In this article, Norbert Kettner, Oliver Klein, Christian Bartsch, and Kris Ammann of Lodestone Management Consulting discuss the changing role of the CIO, supported by recent studies and Lodestone’s own consulting experience.
The role of the Chief Information Officer has fundamentally changed over the past years. Long gone are the days as the key responsibility of a CIO consisted of fulfilling the business’ technical requirements. His sphere of influence is expanding continuously, moves closer to the business and increases in complexity. The CIO of today has to contribute to corporate strategy and processes in line with applying new and relevant technology, in order to optimise business performance. As a consequence, the Chief Information Officer role as we know it today will undergo a radical shift to a Chief Integration Officer with a stronger business orientation and global responsibilities. Since the 1970s, several technology leaps impacted the CIO’s role and scope of duty consistently.

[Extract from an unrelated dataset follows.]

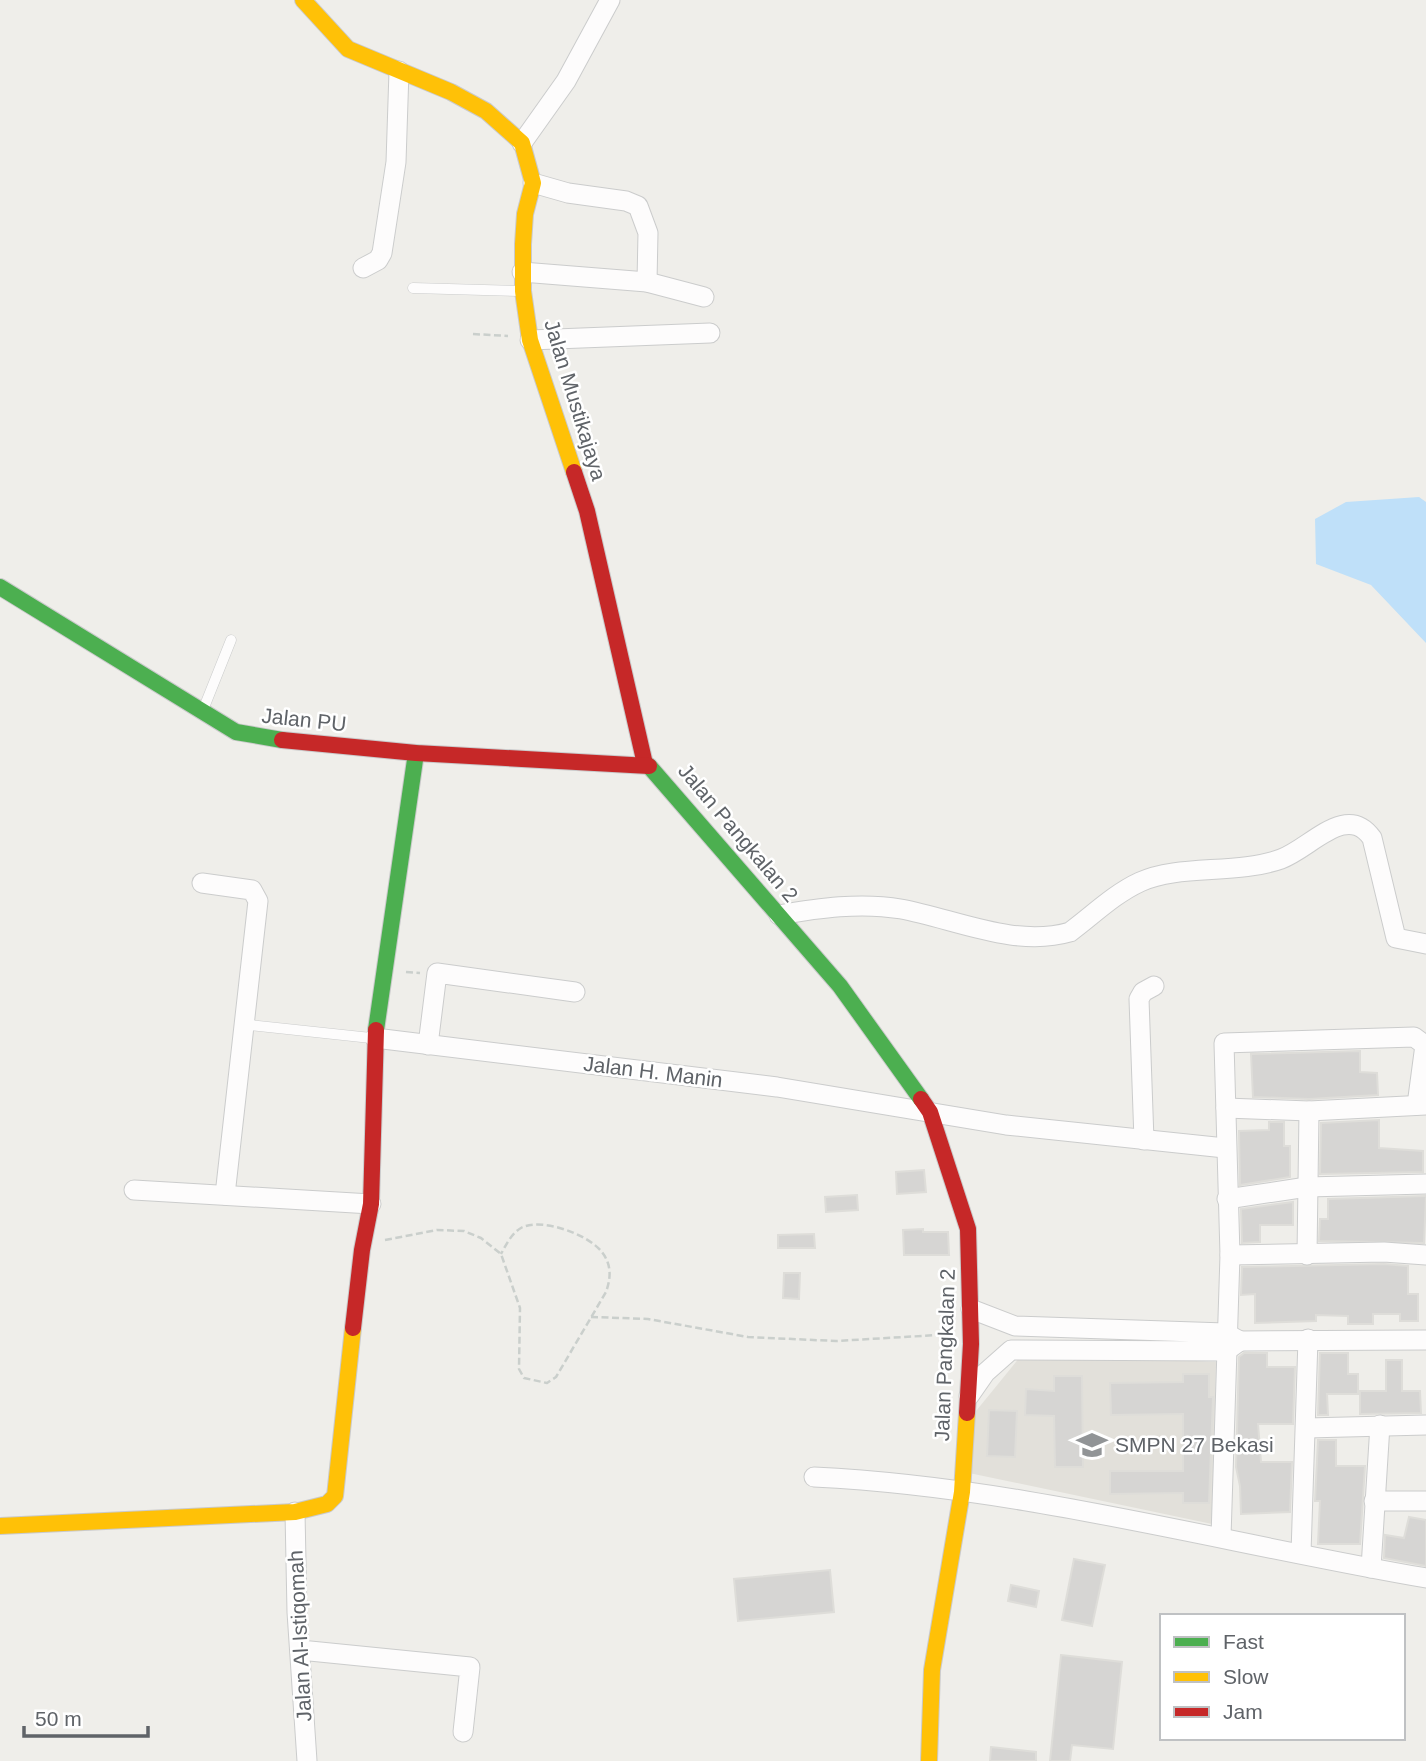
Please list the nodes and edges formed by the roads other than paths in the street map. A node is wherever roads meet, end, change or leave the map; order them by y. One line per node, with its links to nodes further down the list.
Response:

Within the ‘Mainframe Age’ – lasting until the early 1990s – the CIO was merely considered to be a data centre manager overseeing mainframes and early standard systems – such as R/2 – and processing crude accounting data. The first financial software applications enabled process automation and replaced manual accounting. With the rise of Client/ Server technology, this role changed dramatically. The next technological cycle with integrated ERP systems became available and provided consistent technological structures, stringent application logic, high performance and increased usability.
SAP R/3 started to replace its mainframe predecessors. The ‘Client/Server Age’ triggered the commercialisation of computers and pushed process automation to the next level. Standardisation of the clients, for example by rolling out graphical user interfaces, enabled technological harmonisation across the enterprise.

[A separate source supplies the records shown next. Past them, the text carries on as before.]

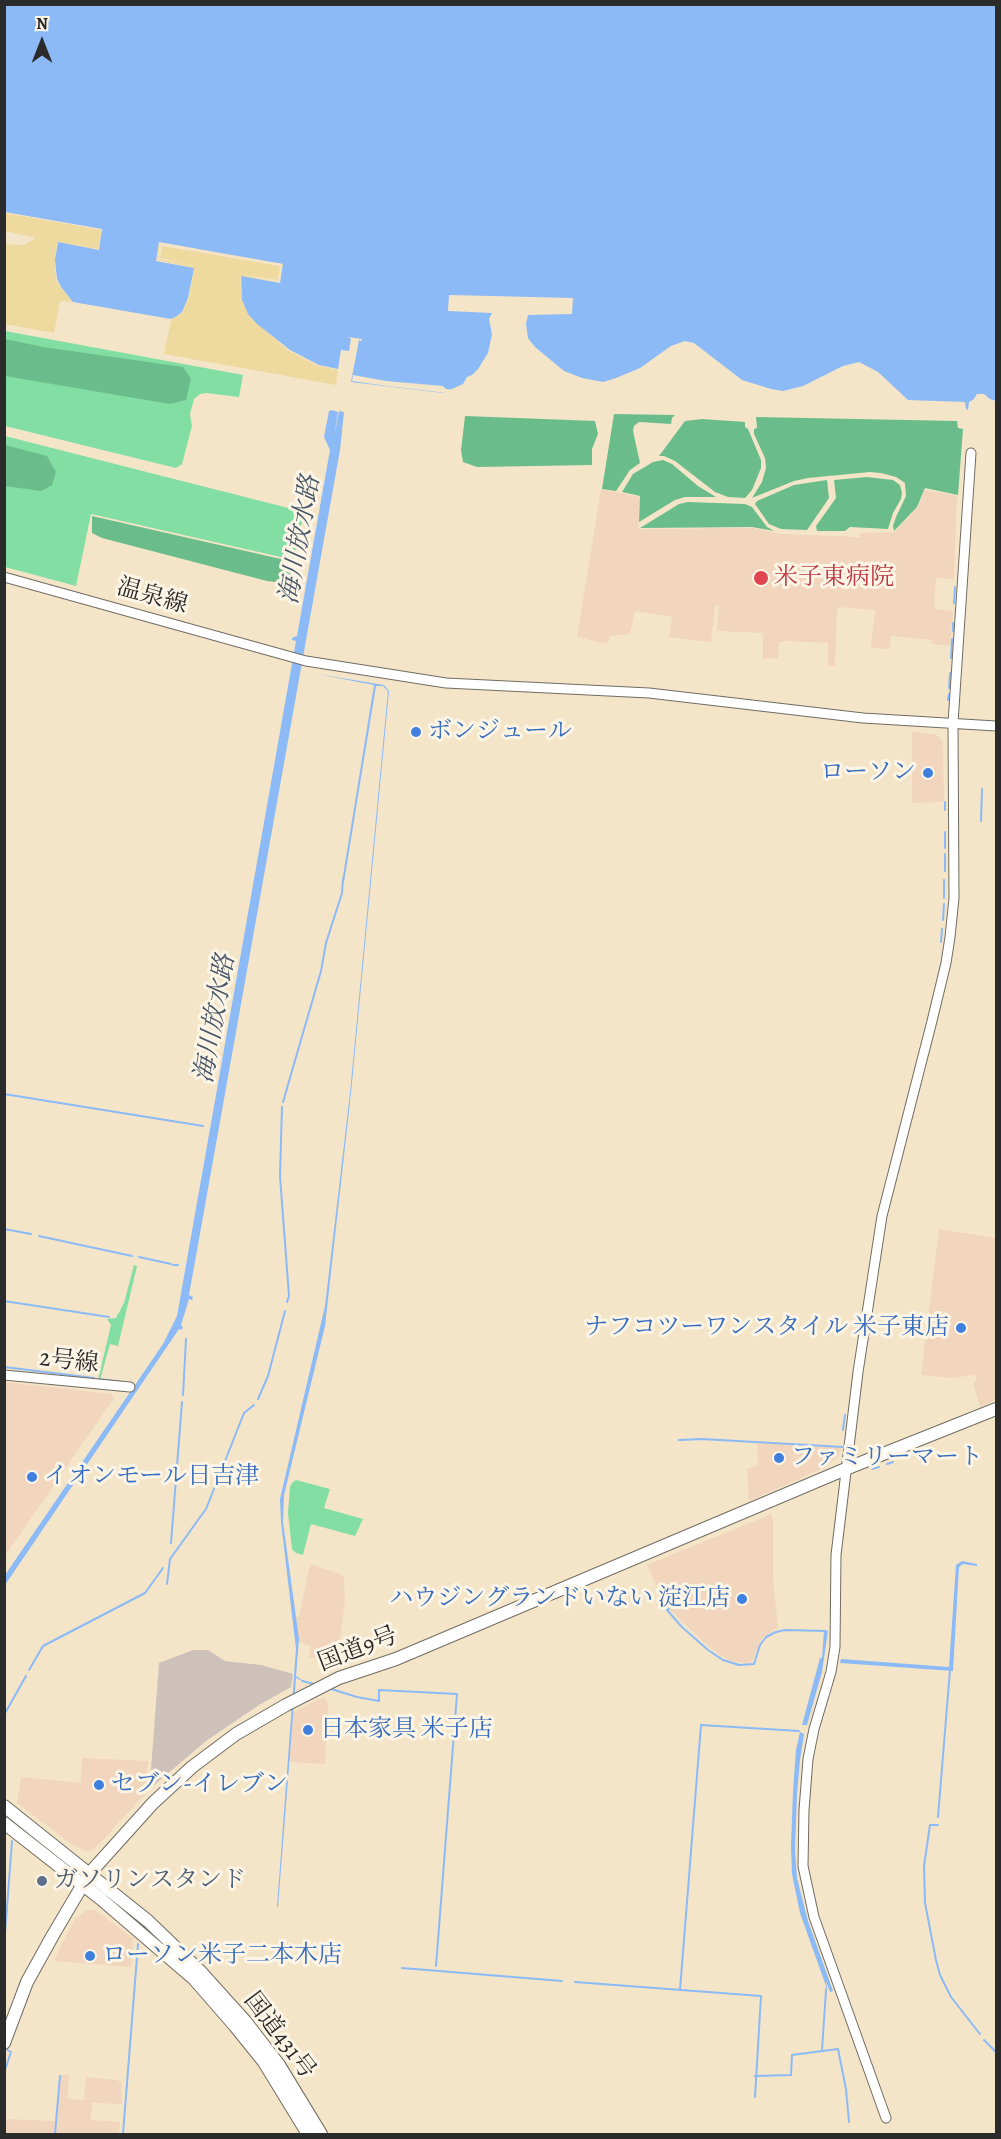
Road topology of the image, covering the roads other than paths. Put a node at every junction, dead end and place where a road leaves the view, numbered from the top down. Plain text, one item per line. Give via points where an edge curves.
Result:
1 (971, 453) dead end
2 (4, 577) edge
3 (953, 723) junction
4 (996, 726) edge
5 (4, 1375) edge
6 (130, 1387) dead end
7 (996, 1409) edge
8 (848, 1468) junction
9 (4, 1806) edge
10 (4, 1823) edge
11 (86, 1880) junction
12 (4, 2043) edge
13 (886, 2118) dead end
14 (308, 2134) edge
15 (321, 2134) edge

1 - 3 street
2 - 3 street, 温泉線 via 306,661 446,683 649,693 863,718
3 - 4 street, 温泉線
3 - 8 street via 954,898 949,946 882,1216
5 - 6 street, 2号線
7 - 8 highway, 国道9号
8 - 11 highway, 国道9号 via 300,1697 236,1734 192,1767 136,1820
8 - 13 street via 836,1555 835,1647 808,1759 803,1866 814,1917
9 - 11 highway, 国道431号
10 - 11 highway, 国道431号
11 - 12 highway, 国道9号 via 27,1982
11 - 14 highway, 国道431号 via 201,1987 236,2026 264,2062
11 - 15 highway, 国道431号 via 148,1921 200,1971 279,2065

The advantage of harmonisation was that companies had profound knowledge about the software employees were working with. As a consequence, system landscape consolidation was fairly easy and IT controllable. Consolidation will not be as straightforward anymore, as the ‘Network Age’ is about to change the status quo. The ‘Network Age’ is characterised by highly flexible and scalable architectures, multiple platforms, network-oriented organisations and technologies, collaborative processes and a CIO understanding and evaluating these technologies. Mobile devices, apps, cloud computing, open source, blogs and social networks already have a huge impact on the way companies control and manage applications and data. Completely new data management models are required, which has a clear consequence: the Next Generation CIO will have to find answers to more integrative and strategic questions and needs to assure that IT excellence is transformed into measurable business value. This finding is underpinned by a variety of reviewed studies. In the following sections, the focus will be put on the latest results of the survey conducted between March 2011 and June 2011 by Ingolstadt University of Applied Sciences (UAS)1.

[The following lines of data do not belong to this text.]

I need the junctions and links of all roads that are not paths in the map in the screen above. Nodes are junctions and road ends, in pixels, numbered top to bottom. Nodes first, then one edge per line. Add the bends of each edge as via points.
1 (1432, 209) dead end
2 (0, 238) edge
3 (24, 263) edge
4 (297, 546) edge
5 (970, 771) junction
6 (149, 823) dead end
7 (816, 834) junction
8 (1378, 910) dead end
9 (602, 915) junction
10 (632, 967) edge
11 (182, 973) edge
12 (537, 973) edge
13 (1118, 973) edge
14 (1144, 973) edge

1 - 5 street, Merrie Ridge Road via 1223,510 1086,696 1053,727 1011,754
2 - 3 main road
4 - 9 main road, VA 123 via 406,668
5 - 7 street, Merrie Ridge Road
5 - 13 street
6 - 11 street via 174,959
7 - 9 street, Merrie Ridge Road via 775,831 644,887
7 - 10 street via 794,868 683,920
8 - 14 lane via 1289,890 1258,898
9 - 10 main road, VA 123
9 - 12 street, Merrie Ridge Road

The representative study primarily covers the feedback of CIOs working for multinational enterprises (MNEs) in manufacturing, service and commercial industries, with a total revenue of more than one billion euros and employing more than 1000 people. The CIOs were surveyed with respect to a potential change of their role in the future. This study in particular (primary research) as well as further studies published by recognised analysts and consulting companies (secondary research) between 2007 and 20112-10 draw a clear picture about the future CIO’s role: the role of the CIO is inevitably about to change, for which the following four radical shifts are assumed to be the strongest impulses.
I. Enterprise Resource Planning shifts to Global Resource Planning
Today’s Enterprise Resource Planning (ERP) systems are increasingly replaced by Global Resource Planning (GRP) systems. In other words, the number of ERP systems within enterprises will decrease significantly over the coming five years, according to the study of Ingolstadt UAS. Only approximately 50 per cent of surveyed companies employ less than five ERP systems, while the rest still operates 20, 30 or more systems, which in many cases are neither aligned nor integrated. One of the reasons for this tremendous number is the increasing complexity of organisation structures, with enterprises being regionally organised, consisting of divisions and subsidiaries. In today’s closely interlinked world, corporations are strongly influenced by global processes. This requires integrated global systems, which consequently leads to a consolidation of the ERP systems landscape. Already today, a majority of IT projects aim at harmonising multiple ERPs. The Ingolstadt UAS study quantifies the share of MNEs operating less than five ERP systems to 75 per cent. At the same time, none of the surveyed enterprises will continue to employ more than 20 systems. Therefore, as the consolidation of multiple ERPs becomes a key success factor for strengthening competitiveness, CIOs have to focus on the integration of existing business processes – throughout all regions, divisions, subsidiaries and departments. According to HfS Research13, 59 per cent of the companies expect an increase of in-house shared service centres over the next years, while only 15 per cent believe that services will be delivered from locally integrated providers. This trend, which will dramatically change the existing ERP landscape and drive business process transformation, can be explained with the great potential of cost savings and efficiency increases, for instance through higher degrees of standardisation across company and geographical boundaries for standardised functions such as finance, accounting or HR. A requirement for this, however, is globally integrated systems.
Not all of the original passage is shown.